To venture into how technology can increase awareness about the law and justice system in India, we have created an MVP: Just-Justice. Legal matters can be a scary place and we hope to overcome this with our solution. There are millions of documents available based on the established law and legal proceedings that have taken place in the past. These act as a reference to Lawyers, Judges and people seeking justice. Building a specialised search engine (in the form of a website) for Lawyers, Judges and people looking to file cases eases the process of searching for relevant documents.
From learning about search engines in our Information Retrieval class to building one, we know that it would not have been possible without the guidance of the team at NetApp.
Use Case
The Indian Legal System is precedence-based and new judgements are inspired from previous similar judgements. Thus, legal document retrieval becomes especially important for all parties involved in the legal process- the ordinary citizen who will file a case, the lawyer who will fight it, and the judge who will preside over it.
As our inspiration for the project was borne out of our own troubles with the Legal System, the initial versions of Just-Justice were centered around increasing the ordinary Indian citizen’s accessibility to the law. Ease of use, minimalistic design and reduction of legal jargon was prioritized.
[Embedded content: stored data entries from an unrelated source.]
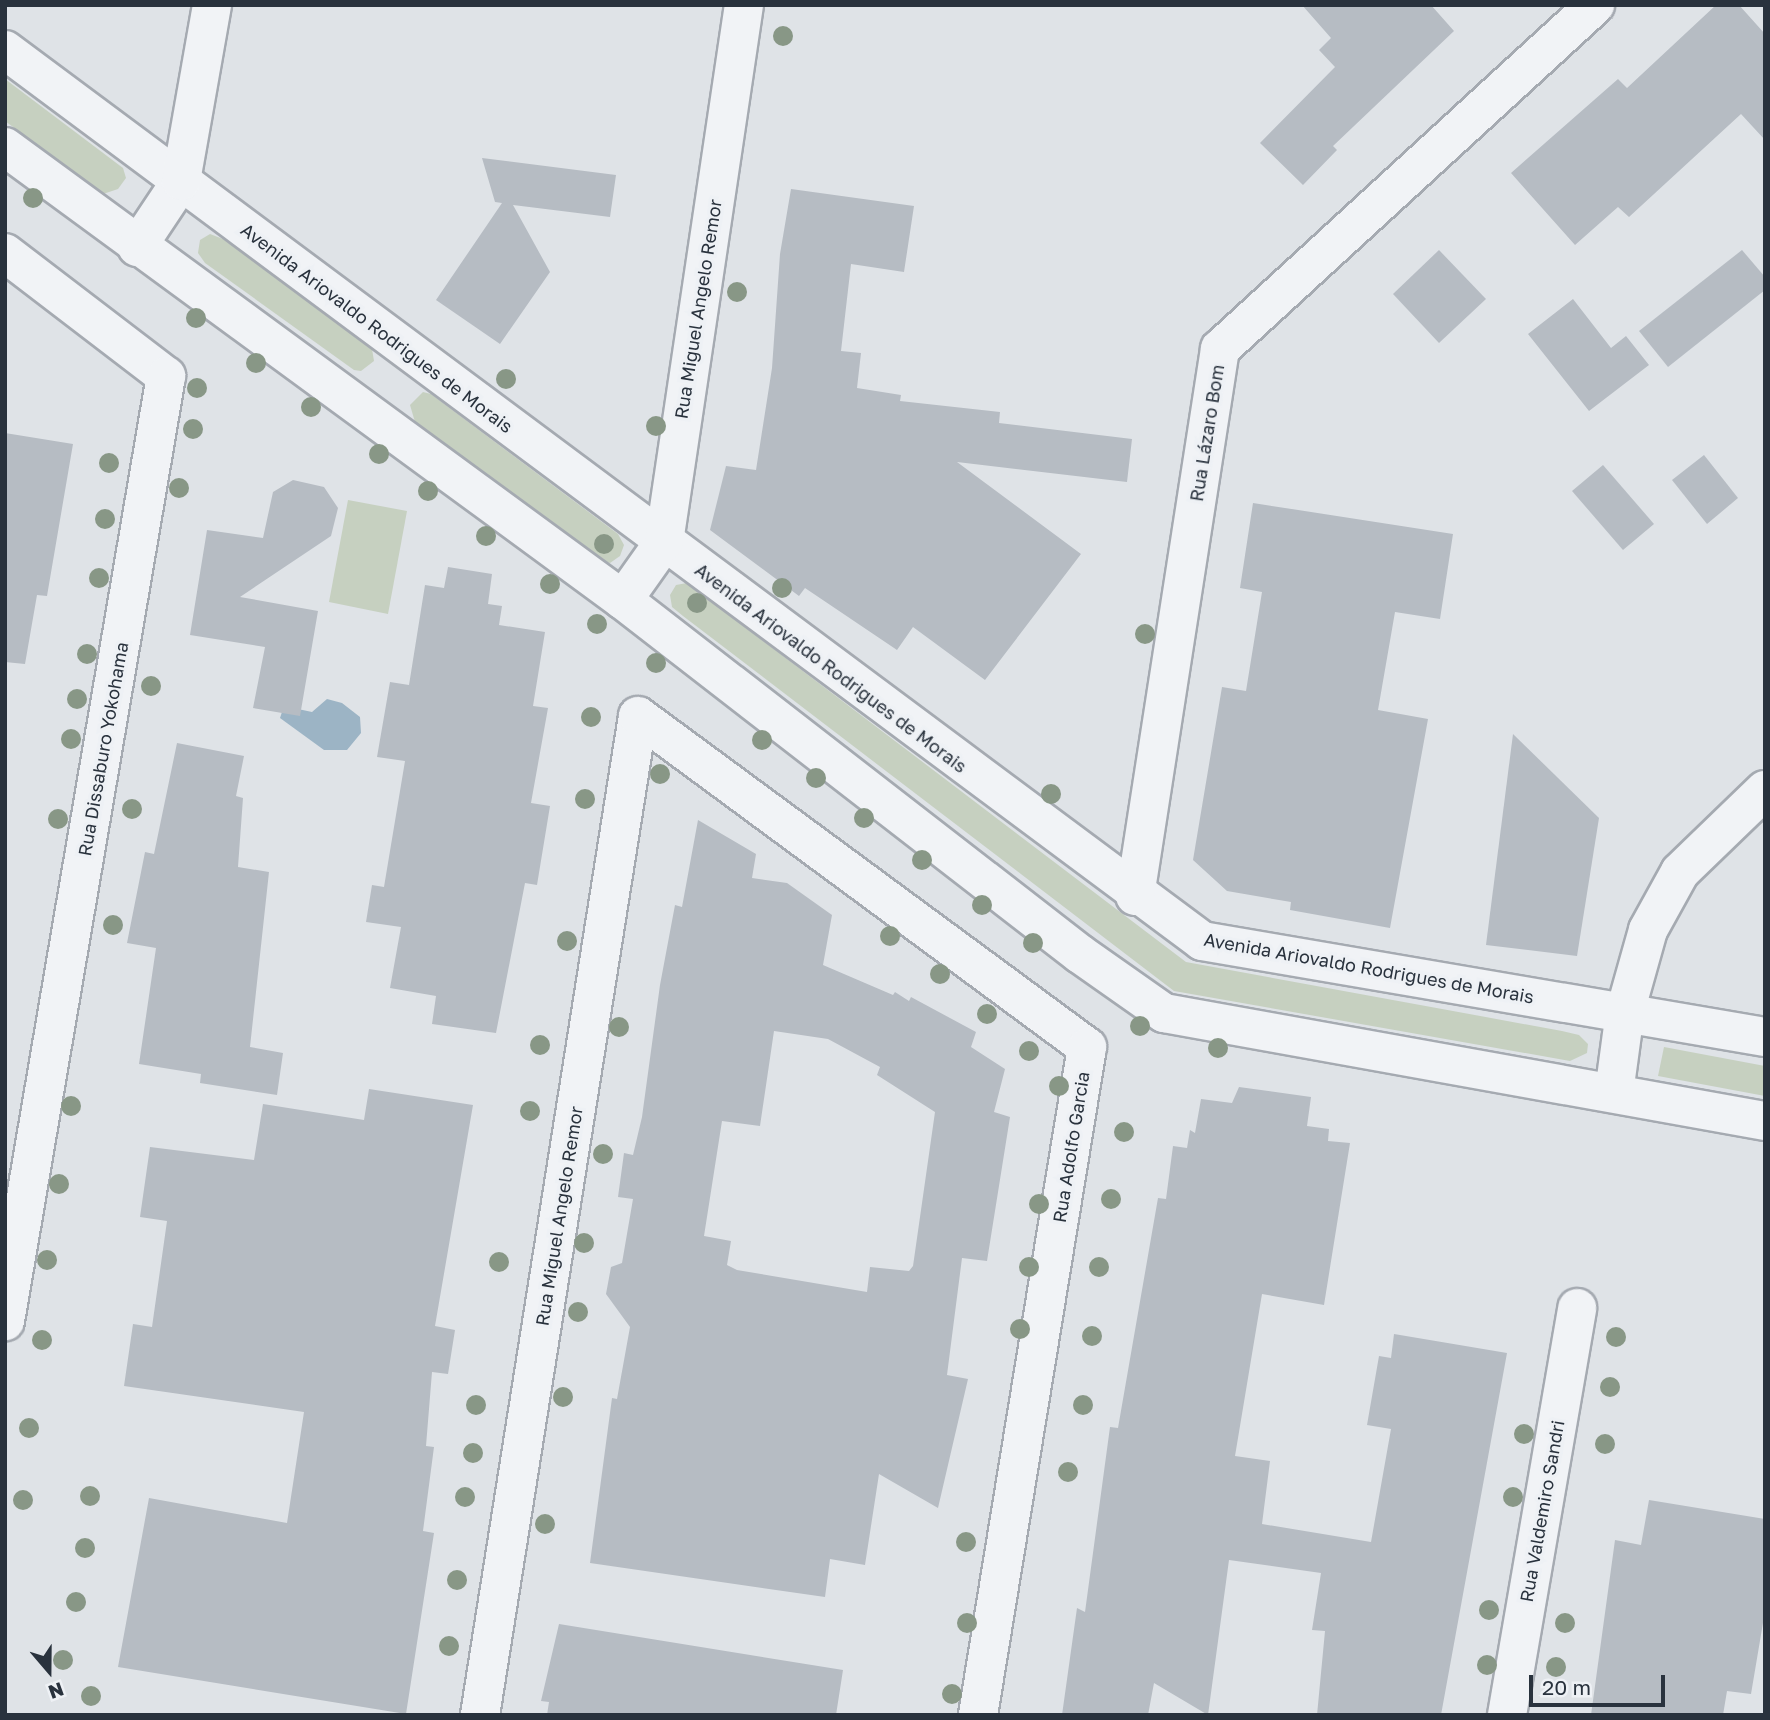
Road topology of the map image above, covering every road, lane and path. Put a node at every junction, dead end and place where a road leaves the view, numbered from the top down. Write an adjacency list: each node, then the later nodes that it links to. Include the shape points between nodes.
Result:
1 (212, 5): 6 (street)
2 (744, 5): 9 (street, Rua Miguel Angelo Remor)
3 (1595, 5): 13 (street, Rua Lázaro Bom, via 1220,349)
4 (5, 50): 6 (street, Avenida Ariovaldo Rodrigues de Morais)
5 (5, 147): 7 (street)
6 (181, 181): 7 (street); 9 (street, Avenida Ariovaldo Rodrigues de Morais)
7 (137, 247): 10 (street)
8 (5, 253): 19 (street, Rua Dissaburo Yokohama, via 166,376)
9 (664, 542): 10 (street, Rua Miguel Angelo Remor); 13 (street, Avenida Ariovaldo Rodrigues de Morais)
10 (623, 600): 16 (street, via 1080,954 1164,1013)
11 (638, 716): 20 (street, Rua Miguel Angelo Remor); 21 (street, Rua Adolfo Garcia, via 1087,1047)
12 (1765, 790): 14 (street, via 1680,872 1648,930)
13 (1135, 896): 14 (street, Avenida Ariovaldo Rodrigues de Morais, via 1202,941)
14 (1625, 1012): 15 (street, Avenida Ariovaldo Rodrigues de Morais); 16 (street)
15 (1765, 1037)
16 (1614, 1093): 17 (street)
17 (1765, 1121)
18 (1577, 1308): 22 (street, Rua Valdemiro Sandri)
19 (5, 1321)
20 (480, 1715)
21 (978, 1715)
22 (1507, 1715)

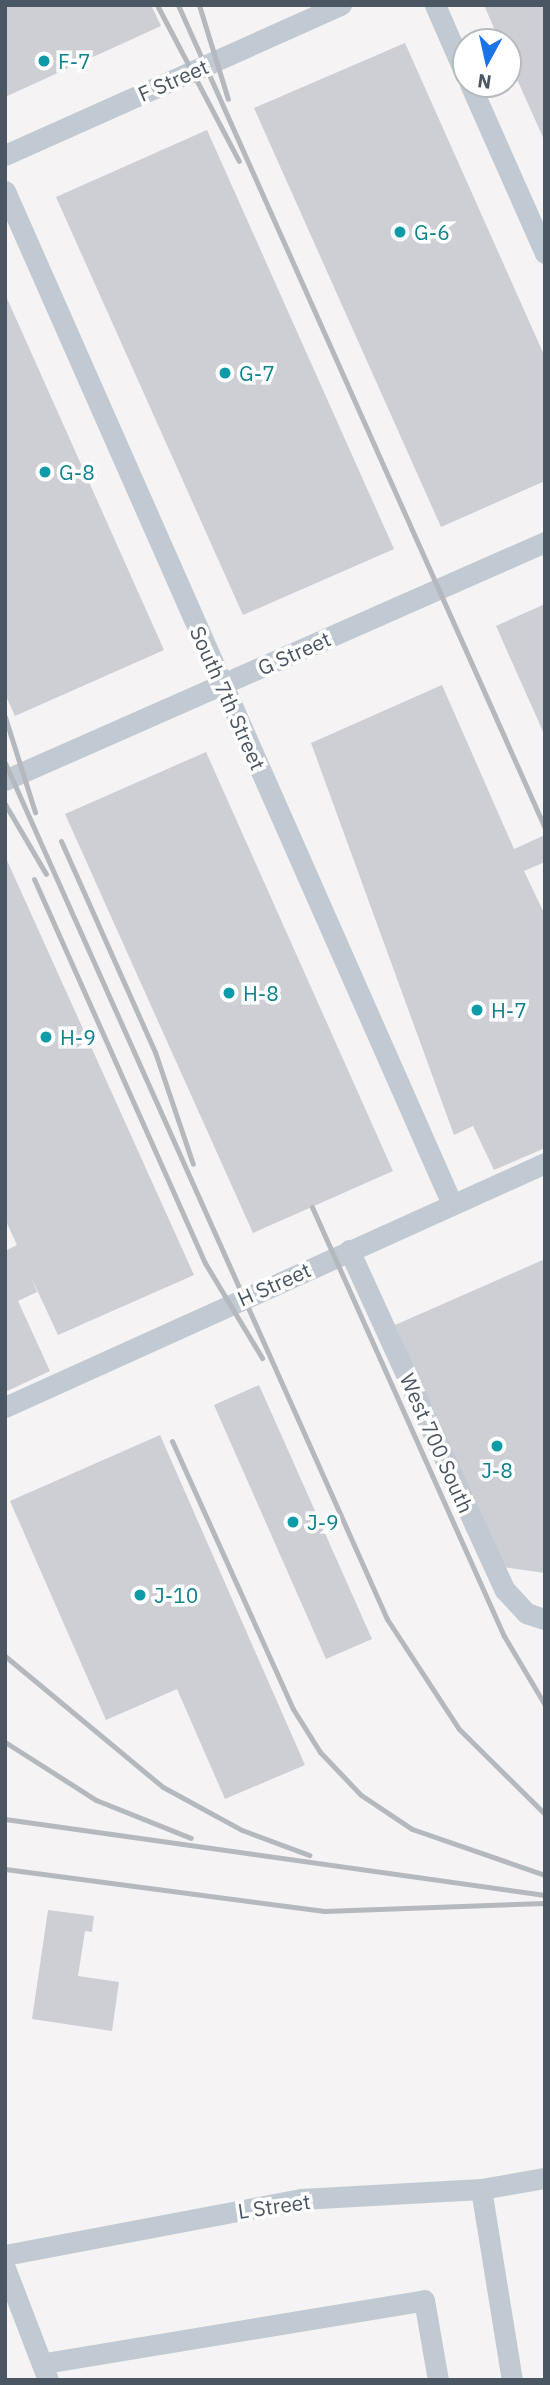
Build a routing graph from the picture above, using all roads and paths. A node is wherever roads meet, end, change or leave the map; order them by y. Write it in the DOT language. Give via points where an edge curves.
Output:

As we dwelled deeper into the nuances of the Indian Penal Code, we observed a lot of need and scope for organisation and retrieval of documents by lawyers and judges too. Hence the further iterations of Just-Justice catered to a wider crowd, and focussed around proper management of case documents, implementing filters (such as Date, Judge, Appeal) and linking related documents together. This gave more power to people who understood the legal system, mainly Judges and Lawyers.
Motivation
There do exist platforms like that of the Supreme Court of India which help in retrieval of legal documents but they require exact details and are not open for free text queries. Websites like those of the High Court of Karnataka and High Court of Rajasthan provide for free text queries but do not help in understanding the division of various chapters/sections of the law. We aim to solve this problem by providing the user with impactful visualisations which they can make use of to understand the technicalities. Moreover, we want to encourage the use of free text search to increase the reach.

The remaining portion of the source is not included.